*** Provided entries ***
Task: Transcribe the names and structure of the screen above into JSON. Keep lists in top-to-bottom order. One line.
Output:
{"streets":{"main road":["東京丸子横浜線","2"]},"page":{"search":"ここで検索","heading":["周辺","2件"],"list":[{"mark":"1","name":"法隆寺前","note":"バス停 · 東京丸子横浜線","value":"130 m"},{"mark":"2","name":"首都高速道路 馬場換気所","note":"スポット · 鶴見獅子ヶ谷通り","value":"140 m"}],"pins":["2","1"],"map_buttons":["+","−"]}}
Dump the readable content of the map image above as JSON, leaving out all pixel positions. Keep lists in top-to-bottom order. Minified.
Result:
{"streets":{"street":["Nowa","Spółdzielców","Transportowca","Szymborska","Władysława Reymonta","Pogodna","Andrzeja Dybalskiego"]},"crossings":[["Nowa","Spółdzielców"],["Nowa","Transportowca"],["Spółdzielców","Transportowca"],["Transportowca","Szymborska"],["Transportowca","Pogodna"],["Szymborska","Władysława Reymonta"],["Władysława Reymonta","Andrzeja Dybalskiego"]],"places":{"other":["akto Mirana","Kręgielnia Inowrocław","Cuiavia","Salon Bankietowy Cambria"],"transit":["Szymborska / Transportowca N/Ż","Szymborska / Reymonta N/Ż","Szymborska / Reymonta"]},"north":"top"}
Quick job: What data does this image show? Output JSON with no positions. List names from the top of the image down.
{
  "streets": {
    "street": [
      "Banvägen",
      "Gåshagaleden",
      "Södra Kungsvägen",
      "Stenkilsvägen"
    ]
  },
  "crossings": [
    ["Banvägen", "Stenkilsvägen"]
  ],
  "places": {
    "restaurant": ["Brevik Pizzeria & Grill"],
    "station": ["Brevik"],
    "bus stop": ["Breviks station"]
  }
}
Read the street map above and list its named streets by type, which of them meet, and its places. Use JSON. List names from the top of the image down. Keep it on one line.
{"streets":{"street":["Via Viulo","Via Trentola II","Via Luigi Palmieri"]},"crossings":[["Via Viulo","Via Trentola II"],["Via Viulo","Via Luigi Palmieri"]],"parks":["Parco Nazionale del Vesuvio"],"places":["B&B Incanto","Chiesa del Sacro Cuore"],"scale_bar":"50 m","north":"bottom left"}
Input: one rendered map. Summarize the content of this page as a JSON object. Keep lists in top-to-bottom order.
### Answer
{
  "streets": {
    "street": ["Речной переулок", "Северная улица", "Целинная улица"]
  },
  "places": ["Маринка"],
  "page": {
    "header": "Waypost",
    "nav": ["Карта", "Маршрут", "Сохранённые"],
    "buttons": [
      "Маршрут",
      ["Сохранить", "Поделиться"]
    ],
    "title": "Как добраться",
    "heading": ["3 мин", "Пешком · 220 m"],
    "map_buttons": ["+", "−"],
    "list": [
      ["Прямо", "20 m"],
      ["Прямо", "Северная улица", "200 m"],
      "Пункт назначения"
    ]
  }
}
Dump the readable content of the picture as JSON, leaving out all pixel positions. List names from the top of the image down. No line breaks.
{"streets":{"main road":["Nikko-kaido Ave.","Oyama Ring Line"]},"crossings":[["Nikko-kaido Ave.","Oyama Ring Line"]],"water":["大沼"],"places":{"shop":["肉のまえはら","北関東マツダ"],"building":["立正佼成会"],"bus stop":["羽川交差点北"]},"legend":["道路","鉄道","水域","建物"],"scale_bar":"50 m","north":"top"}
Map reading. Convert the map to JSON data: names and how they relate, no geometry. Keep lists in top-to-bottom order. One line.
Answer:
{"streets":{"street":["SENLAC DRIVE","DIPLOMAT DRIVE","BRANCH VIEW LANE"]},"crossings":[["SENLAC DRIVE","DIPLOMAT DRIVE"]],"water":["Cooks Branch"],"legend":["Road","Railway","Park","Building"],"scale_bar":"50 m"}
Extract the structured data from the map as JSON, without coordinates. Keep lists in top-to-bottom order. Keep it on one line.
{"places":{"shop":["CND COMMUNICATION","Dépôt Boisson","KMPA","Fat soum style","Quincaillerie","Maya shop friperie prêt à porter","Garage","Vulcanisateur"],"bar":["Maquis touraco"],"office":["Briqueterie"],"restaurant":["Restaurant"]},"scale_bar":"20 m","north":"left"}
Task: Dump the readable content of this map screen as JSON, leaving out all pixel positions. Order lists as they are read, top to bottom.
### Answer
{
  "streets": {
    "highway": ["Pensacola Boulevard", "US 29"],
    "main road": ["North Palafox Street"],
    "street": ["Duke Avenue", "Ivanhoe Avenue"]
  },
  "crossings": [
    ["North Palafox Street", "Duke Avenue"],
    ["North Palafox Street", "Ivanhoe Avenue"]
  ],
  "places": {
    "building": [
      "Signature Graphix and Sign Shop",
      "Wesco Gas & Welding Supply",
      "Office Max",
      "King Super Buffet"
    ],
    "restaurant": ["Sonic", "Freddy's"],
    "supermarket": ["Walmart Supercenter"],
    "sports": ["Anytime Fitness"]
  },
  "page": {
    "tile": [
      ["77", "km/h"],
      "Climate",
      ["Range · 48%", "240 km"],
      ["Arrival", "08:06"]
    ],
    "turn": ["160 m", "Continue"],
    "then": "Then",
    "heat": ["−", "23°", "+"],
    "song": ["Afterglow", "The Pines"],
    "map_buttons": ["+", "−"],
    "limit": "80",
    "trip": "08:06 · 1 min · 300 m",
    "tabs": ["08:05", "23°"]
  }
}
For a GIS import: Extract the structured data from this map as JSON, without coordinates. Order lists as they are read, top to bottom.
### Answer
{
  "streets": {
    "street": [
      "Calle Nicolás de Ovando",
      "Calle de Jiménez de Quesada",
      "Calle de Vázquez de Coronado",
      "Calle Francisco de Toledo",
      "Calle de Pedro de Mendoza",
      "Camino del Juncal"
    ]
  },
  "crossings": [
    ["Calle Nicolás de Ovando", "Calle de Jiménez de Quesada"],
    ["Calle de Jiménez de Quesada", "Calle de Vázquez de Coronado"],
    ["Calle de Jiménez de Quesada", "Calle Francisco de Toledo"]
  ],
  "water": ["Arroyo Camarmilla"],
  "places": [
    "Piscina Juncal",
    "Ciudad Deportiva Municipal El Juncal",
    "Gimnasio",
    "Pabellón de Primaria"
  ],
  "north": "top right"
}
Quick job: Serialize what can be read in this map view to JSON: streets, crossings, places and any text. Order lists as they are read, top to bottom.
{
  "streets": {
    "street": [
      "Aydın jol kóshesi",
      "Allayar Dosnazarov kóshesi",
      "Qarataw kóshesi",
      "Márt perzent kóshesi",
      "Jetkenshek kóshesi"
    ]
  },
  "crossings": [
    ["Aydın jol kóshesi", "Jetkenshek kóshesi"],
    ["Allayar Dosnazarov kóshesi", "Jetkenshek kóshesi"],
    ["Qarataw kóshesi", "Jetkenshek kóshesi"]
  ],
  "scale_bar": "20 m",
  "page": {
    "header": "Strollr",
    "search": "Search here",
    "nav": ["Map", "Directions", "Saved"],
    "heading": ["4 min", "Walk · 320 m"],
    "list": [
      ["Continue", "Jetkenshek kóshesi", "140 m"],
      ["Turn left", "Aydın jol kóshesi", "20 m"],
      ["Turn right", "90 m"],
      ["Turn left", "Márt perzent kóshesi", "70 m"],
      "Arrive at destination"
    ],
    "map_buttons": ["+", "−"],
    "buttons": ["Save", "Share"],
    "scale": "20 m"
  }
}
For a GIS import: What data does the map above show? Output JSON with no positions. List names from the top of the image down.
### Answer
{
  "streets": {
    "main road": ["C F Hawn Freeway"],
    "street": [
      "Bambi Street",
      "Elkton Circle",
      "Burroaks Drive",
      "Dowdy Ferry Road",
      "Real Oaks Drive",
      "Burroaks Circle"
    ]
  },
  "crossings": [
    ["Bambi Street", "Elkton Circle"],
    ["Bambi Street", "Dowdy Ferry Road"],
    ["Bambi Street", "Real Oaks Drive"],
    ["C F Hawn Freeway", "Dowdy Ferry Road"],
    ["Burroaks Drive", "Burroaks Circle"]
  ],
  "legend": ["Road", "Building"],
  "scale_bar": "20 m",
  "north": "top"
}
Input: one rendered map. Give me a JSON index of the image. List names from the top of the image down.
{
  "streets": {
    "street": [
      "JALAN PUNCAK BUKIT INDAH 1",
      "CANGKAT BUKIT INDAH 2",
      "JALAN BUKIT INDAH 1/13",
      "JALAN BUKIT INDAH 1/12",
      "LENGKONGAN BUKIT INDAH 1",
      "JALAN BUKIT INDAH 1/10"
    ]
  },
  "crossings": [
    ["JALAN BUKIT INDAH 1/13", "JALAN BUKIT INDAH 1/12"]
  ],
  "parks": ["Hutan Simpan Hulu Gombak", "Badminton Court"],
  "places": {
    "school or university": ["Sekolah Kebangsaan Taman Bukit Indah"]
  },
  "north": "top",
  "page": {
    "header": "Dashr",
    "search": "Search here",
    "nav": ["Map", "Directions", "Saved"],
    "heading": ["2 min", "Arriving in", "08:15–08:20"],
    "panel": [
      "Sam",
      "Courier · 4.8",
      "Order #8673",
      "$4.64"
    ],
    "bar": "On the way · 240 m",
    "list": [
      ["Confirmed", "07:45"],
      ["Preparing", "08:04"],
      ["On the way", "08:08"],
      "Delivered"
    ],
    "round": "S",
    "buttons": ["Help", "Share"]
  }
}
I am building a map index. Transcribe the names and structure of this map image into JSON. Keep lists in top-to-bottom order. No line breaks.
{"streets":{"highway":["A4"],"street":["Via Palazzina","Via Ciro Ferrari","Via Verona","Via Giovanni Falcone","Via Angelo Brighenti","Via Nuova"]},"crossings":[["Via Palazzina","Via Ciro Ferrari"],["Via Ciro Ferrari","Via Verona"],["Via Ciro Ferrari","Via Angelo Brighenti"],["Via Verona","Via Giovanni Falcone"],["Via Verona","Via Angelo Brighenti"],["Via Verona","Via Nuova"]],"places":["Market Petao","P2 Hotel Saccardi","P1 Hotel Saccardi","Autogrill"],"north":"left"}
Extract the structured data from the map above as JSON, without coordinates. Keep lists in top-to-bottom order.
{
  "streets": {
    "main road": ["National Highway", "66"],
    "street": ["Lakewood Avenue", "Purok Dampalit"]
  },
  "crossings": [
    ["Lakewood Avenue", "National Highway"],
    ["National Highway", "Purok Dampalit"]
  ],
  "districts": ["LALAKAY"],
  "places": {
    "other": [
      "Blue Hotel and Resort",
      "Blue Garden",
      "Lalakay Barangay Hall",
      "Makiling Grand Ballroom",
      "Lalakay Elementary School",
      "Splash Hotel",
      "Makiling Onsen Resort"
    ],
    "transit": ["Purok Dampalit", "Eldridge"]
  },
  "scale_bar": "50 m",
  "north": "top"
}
***
### Problem to solve
For every line of the entries holding the string "import", add one to a tally; give the final figure only.

### Exercise output
2